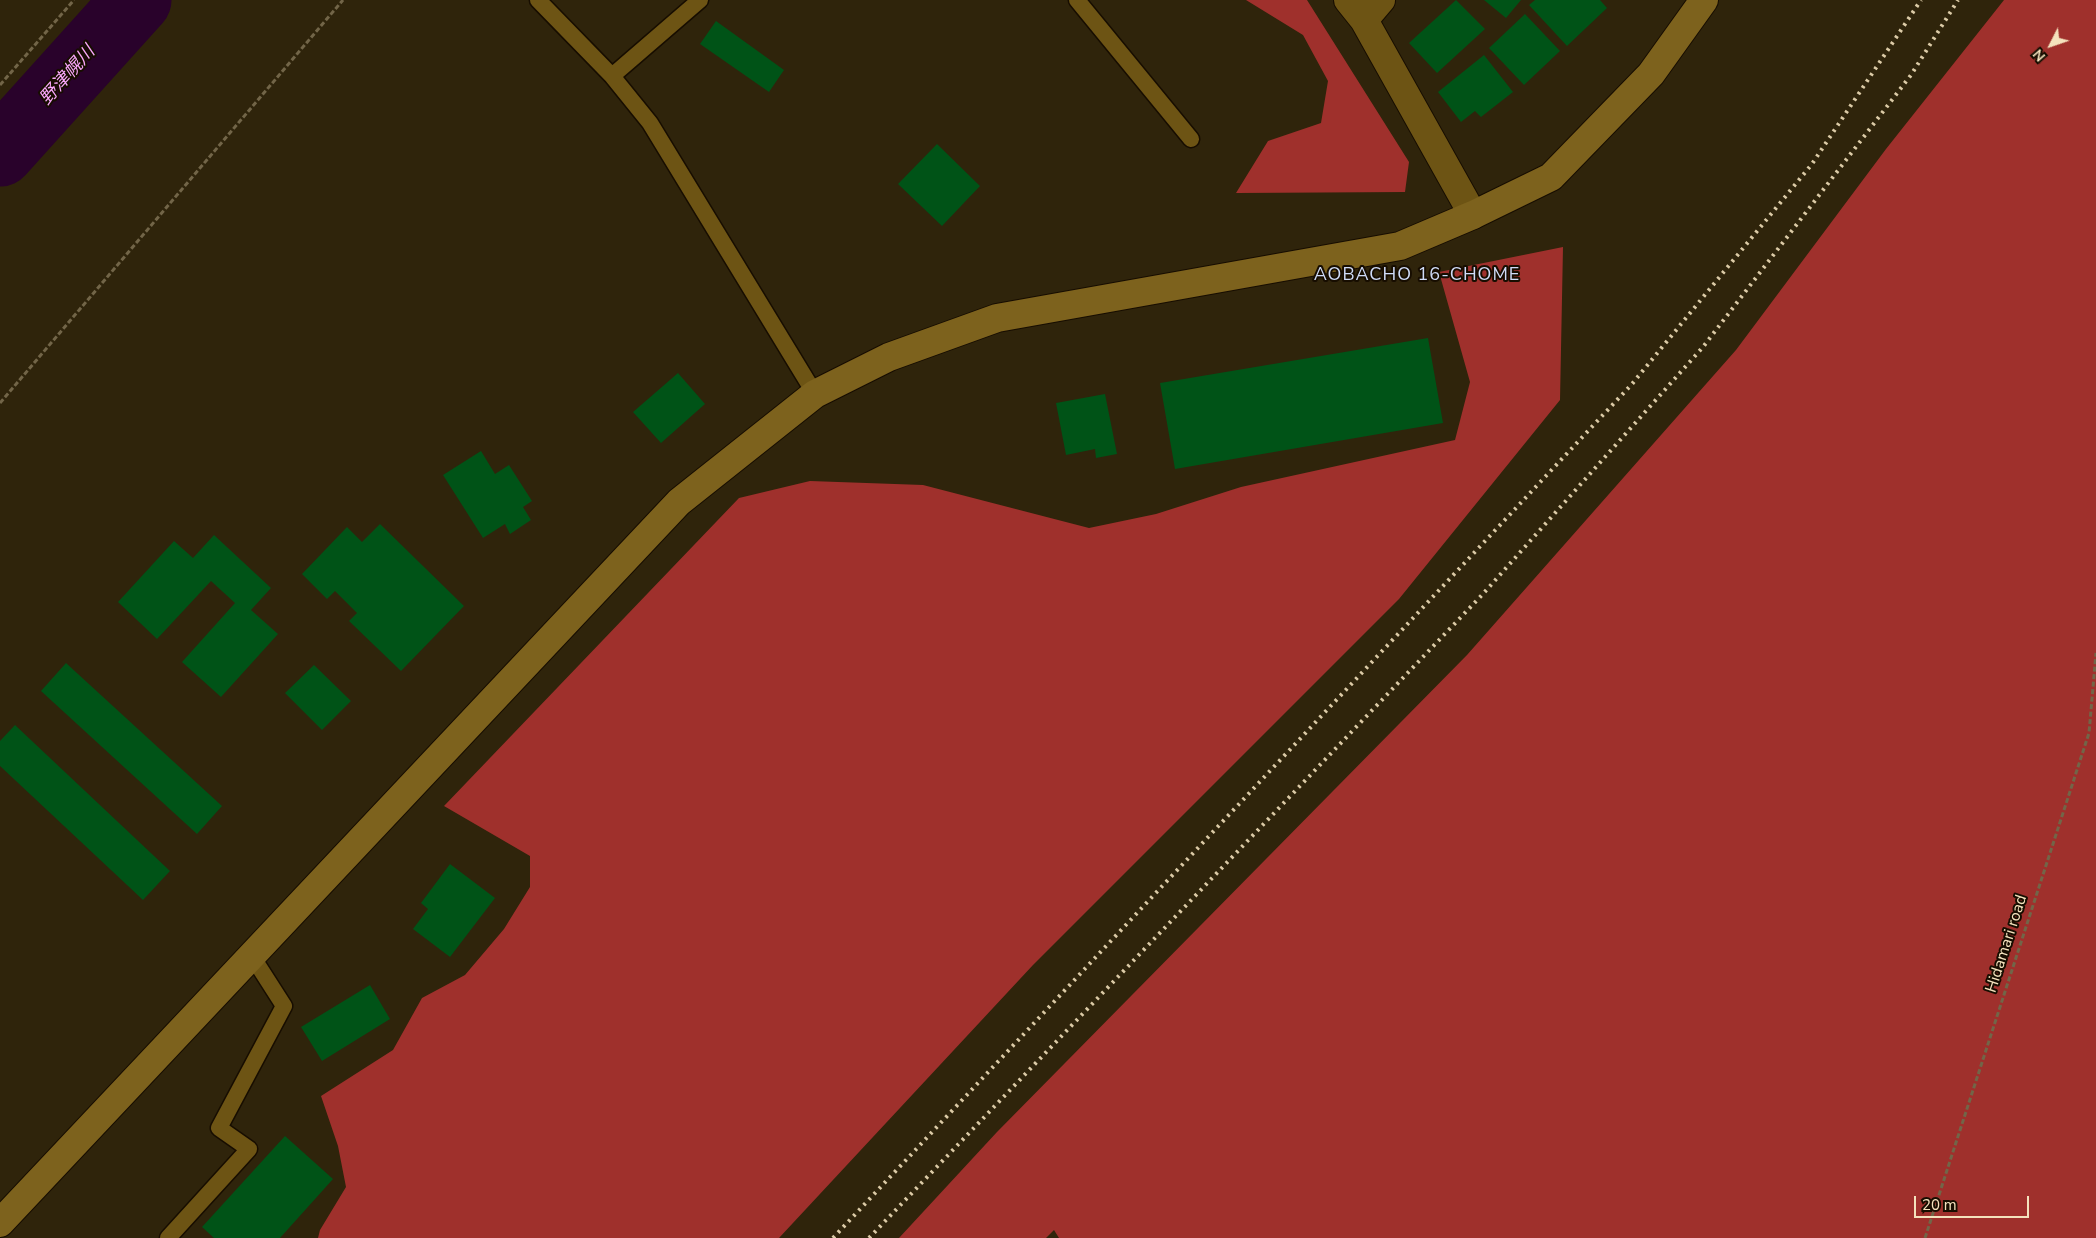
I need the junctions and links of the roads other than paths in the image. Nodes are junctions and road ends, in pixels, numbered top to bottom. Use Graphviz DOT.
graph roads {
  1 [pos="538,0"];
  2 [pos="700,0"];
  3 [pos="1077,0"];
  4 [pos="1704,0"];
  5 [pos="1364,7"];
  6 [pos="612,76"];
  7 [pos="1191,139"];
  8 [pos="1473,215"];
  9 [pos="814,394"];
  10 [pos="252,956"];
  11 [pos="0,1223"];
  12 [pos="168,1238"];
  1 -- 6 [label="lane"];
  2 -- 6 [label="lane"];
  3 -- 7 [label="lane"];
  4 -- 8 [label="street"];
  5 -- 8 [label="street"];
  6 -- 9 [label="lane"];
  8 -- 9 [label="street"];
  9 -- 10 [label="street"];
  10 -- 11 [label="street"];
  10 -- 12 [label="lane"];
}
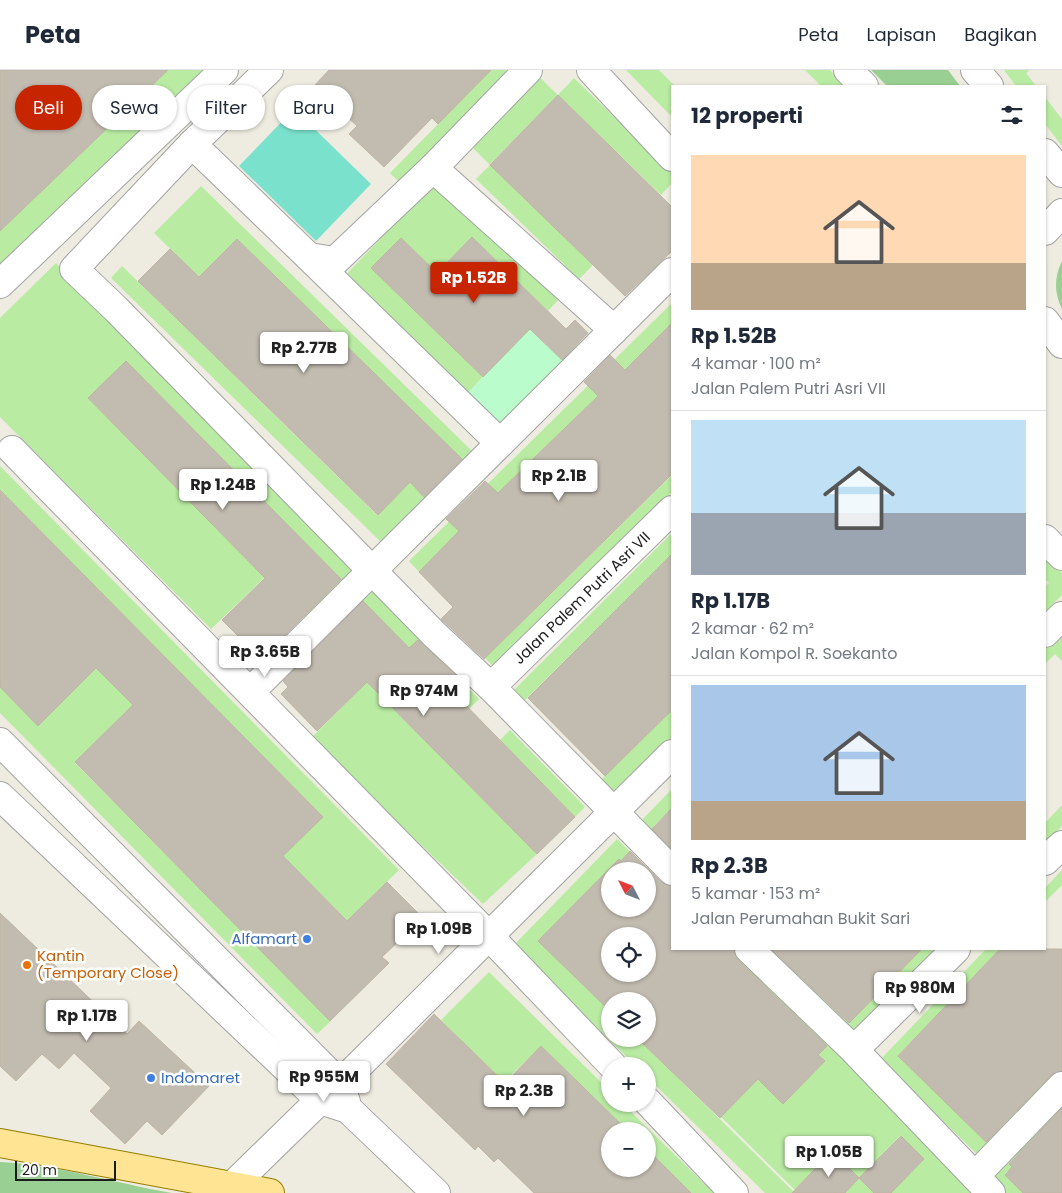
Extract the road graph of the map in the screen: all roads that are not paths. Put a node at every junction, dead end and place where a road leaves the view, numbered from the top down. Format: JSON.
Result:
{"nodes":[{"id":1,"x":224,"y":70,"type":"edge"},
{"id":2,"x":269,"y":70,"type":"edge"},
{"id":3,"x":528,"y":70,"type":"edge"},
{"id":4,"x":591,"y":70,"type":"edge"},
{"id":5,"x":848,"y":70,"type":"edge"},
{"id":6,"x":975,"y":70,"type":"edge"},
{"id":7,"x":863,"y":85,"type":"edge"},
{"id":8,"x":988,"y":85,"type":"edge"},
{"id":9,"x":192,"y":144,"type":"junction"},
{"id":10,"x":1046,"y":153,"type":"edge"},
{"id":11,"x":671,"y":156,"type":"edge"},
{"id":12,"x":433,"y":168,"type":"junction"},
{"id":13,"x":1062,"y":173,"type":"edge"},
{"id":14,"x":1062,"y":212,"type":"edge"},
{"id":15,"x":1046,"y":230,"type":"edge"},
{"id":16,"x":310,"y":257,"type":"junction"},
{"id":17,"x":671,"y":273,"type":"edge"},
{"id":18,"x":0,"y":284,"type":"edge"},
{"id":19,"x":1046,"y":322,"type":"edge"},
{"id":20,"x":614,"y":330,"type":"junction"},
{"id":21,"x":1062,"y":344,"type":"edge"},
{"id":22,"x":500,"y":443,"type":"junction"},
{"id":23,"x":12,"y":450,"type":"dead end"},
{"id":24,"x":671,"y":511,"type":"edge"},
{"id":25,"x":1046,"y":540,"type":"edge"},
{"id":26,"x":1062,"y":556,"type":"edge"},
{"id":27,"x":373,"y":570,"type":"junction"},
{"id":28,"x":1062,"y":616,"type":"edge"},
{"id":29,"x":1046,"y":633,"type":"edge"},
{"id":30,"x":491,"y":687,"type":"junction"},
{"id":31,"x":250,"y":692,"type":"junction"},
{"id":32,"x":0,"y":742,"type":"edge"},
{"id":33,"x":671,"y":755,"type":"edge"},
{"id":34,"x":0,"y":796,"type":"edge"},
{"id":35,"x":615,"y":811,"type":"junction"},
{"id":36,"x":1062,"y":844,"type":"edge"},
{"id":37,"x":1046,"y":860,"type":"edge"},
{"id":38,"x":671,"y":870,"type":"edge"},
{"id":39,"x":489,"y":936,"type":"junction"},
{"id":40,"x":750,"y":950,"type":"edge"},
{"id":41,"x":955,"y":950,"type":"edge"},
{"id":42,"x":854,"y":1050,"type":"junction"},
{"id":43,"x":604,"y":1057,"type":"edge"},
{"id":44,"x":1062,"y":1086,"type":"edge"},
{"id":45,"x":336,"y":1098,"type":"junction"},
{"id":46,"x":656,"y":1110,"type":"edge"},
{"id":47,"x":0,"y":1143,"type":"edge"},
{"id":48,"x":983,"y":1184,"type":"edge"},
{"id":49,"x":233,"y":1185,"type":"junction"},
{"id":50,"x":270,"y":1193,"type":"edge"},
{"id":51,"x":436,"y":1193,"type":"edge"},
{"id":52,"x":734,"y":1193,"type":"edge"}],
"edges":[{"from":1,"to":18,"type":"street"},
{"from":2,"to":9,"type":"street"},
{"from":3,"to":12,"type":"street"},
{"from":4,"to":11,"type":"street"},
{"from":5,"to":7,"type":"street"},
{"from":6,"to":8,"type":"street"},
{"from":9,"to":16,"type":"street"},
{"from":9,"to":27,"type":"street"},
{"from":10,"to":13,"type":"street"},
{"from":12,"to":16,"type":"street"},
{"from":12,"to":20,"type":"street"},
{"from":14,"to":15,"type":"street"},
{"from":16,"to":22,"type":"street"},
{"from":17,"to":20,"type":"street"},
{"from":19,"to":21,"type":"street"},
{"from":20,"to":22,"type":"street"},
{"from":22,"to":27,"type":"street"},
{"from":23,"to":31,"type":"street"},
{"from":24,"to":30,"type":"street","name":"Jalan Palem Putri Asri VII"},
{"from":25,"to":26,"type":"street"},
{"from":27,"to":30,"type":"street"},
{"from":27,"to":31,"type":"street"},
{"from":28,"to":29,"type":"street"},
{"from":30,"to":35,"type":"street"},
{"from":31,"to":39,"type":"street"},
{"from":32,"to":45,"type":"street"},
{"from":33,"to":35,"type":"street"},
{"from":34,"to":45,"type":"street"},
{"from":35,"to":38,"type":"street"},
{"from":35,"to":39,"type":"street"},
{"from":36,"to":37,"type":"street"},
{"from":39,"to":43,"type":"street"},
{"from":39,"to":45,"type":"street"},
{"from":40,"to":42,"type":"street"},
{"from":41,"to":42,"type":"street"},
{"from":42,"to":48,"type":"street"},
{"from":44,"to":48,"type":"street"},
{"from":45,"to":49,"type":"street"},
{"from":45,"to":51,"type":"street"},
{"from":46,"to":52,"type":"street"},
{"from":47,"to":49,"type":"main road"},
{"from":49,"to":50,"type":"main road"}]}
****
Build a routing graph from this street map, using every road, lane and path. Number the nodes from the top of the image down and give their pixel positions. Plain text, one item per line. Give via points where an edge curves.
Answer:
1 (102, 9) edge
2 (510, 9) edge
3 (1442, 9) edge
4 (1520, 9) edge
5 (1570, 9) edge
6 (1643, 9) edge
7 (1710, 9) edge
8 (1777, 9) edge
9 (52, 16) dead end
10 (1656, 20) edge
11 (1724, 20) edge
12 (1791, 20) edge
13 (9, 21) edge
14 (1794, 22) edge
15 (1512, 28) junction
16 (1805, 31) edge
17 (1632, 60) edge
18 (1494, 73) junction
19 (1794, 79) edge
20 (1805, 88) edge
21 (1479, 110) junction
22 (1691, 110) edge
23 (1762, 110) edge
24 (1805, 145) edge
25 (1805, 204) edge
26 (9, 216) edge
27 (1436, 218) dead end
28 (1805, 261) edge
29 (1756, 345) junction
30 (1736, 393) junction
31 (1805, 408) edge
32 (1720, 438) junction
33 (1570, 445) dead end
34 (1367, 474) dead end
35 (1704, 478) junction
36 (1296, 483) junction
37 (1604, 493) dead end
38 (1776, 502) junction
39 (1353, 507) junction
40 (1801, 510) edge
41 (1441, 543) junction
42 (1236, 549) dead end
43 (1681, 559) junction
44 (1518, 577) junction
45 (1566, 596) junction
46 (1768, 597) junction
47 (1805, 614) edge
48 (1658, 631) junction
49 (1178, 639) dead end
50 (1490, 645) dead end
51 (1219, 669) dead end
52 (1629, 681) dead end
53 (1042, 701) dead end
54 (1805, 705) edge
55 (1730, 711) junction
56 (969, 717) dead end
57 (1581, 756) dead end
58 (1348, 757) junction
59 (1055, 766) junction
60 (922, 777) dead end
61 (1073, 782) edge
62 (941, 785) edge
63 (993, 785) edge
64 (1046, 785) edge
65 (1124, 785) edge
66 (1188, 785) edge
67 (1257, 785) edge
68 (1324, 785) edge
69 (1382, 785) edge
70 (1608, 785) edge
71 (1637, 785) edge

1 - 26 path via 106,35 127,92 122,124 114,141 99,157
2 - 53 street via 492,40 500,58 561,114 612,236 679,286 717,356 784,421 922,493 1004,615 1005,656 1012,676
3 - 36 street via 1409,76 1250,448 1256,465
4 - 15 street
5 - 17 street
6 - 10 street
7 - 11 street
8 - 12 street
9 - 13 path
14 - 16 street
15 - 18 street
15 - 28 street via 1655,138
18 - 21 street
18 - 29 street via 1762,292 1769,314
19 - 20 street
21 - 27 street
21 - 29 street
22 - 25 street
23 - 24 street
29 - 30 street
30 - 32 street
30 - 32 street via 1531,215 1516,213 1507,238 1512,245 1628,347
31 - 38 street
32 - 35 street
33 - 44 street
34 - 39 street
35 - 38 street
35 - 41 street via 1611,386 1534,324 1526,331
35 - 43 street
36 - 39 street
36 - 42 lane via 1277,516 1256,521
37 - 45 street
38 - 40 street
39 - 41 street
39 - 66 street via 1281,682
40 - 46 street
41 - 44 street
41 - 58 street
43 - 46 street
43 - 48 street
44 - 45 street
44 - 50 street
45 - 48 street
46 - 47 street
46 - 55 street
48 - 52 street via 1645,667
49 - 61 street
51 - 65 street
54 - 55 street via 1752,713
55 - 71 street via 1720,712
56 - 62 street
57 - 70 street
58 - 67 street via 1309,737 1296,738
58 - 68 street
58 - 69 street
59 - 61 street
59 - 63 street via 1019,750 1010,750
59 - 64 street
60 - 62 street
****
From the entries, report each line that includes the word "main".

{"from":47,"to":49,"type":"main road"},
{"from":49,"to":50,"type":"main road"}]}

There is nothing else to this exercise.